§ **TASK TO COMPLETE**
Check each line of the listing below for the string "Poschefeuer", and give only how many lines hold it.

§ **DATA FOR PROCESSING**
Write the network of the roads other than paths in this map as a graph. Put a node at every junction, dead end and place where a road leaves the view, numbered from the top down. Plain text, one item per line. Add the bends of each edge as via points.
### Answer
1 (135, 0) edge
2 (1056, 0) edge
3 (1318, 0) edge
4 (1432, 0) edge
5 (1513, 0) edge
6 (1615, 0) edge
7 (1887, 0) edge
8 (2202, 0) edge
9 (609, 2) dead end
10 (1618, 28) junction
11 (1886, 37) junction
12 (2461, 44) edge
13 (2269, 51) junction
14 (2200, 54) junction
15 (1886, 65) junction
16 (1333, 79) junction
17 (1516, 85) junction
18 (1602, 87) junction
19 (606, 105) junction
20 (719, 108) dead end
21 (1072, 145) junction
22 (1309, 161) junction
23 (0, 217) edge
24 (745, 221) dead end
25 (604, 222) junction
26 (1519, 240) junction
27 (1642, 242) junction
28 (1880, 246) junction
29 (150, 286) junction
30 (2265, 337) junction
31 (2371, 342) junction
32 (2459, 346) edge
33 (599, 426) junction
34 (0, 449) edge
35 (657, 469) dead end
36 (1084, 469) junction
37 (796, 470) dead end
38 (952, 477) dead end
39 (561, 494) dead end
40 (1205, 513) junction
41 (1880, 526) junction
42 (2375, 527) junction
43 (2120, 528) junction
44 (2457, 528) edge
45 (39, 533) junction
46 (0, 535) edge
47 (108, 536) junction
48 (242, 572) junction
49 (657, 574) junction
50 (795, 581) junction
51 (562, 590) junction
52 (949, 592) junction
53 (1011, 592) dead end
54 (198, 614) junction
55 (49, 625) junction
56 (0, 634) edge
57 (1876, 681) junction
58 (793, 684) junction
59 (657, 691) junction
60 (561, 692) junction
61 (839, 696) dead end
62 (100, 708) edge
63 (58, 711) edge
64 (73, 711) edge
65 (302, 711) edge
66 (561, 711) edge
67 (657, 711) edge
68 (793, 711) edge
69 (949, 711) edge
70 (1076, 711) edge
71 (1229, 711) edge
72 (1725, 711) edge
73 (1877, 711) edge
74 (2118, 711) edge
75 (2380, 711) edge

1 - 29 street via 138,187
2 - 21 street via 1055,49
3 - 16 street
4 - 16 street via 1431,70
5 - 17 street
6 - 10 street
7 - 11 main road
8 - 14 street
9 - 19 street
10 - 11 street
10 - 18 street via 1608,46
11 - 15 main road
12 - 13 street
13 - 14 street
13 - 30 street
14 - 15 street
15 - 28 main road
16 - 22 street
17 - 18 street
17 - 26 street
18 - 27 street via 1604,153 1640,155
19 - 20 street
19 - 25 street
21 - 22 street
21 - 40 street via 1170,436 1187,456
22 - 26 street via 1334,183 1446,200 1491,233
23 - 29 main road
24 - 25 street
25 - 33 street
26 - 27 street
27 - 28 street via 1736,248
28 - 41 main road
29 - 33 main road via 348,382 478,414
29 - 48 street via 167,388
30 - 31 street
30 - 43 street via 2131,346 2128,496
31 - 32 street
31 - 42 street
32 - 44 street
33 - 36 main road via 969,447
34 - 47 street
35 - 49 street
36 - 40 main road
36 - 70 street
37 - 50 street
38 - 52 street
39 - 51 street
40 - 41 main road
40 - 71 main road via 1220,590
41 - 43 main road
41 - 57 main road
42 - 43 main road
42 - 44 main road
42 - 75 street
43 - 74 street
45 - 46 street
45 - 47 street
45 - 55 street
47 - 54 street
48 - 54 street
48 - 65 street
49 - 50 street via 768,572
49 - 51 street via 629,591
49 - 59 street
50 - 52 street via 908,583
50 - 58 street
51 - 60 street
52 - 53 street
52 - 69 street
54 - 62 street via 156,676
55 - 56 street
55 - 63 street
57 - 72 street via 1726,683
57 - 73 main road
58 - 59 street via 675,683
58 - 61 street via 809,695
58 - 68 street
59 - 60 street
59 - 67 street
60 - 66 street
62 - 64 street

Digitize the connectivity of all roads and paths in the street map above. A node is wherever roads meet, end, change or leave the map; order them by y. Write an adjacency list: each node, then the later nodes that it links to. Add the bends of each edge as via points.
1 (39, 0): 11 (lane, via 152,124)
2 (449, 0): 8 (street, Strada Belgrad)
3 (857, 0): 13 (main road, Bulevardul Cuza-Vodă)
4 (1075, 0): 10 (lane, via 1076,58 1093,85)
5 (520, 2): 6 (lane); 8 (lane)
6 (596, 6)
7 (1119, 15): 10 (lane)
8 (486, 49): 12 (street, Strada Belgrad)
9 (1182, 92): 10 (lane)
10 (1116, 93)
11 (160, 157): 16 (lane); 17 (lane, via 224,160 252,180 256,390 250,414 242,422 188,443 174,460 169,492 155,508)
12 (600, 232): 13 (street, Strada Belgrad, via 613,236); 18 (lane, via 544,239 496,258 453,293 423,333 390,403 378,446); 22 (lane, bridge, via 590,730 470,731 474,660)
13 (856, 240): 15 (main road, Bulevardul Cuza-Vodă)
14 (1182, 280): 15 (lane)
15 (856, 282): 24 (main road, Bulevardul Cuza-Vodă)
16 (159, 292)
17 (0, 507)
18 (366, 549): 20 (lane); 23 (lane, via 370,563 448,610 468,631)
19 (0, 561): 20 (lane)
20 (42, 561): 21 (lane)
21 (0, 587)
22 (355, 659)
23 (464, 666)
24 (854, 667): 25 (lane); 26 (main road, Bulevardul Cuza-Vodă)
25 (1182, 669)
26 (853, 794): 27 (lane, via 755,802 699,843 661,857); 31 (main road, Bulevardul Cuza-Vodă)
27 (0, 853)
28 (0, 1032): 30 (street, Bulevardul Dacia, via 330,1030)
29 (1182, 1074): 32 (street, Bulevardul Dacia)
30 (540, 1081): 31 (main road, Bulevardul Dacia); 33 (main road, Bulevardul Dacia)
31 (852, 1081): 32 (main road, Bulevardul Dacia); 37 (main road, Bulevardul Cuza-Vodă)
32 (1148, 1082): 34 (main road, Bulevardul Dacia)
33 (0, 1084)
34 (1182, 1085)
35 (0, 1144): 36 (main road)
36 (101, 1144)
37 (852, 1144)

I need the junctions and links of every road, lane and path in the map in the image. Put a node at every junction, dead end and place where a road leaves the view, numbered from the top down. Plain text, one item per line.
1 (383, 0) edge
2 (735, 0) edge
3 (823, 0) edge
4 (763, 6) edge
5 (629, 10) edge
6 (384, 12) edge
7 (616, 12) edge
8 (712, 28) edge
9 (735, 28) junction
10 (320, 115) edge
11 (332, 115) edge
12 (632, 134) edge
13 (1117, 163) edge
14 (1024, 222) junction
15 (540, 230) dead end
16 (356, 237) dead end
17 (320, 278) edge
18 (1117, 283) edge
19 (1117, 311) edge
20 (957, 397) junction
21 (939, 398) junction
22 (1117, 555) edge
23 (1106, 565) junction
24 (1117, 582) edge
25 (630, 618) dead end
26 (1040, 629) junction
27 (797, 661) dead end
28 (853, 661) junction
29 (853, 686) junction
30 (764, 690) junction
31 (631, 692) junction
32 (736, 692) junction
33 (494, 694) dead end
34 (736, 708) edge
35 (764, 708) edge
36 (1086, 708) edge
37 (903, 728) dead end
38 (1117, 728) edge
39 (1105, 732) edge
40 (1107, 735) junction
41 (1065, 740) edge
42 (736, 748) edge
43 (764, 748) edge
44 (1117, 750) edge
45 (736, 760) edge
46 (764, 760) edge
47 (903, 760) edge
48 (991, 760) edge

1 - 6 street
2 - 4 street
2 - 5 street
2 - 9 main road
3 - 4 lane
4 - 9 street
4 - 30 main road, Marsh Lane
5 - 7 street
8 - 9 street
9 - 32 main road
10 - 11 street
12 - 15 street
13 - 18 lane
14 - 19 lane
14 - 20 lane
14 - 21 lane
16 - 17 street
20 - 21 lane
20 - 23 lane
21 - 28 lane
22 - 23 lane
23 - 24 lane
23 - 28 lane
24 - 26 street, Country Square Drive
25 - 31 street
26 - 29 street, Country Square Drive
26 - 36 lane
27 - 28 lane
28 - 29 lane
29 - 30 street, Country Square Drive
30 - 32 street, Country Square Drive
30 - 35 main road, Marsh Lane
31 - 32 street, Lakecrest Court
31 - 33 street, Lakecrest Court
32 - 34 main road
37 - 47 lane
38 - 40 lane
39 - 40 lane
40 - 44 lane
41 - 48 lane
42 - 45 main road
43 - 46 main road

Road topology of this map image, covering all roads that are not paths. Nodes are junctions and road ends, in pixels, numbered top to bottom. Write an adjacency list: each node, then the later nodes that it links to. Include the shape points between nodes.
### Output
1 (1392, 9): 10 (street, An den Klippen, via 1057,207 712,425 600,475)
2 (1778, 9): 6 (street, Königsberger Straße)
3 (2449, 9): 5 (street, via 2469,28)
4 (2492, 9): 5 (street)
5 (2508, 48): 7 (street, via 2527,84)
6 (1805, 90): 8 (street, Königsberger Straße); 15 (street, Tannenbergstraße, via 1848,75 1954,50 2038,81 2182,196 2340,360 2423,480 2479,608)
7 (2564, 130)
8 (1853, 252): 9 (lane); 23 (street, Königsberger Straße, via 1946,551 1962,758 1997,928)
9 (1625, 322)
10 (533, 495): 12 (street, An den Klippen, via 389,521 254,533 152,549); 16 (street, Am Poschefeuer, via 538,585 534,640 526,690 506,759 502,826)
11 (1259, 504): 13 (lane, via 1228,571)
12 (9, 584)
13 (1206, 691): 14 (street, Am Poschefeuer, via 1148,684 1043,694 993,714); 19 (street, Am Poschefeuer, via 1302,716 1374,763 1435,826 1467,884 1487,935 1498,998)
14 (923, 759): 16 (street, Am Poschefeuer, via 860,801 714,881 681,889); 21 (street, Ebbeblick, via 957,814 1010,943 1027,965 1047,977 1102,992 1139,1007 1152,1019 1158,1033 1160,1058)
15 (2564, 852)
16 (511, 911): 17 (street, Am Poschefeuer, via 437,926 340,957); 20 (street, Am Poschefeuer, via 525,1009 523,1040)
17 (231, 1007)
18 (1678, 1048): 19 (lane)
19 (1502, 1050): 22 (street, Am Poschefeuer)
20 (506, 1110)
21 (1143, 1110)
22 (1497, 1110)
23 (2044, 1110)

§ **YOUR SOLUTION**
5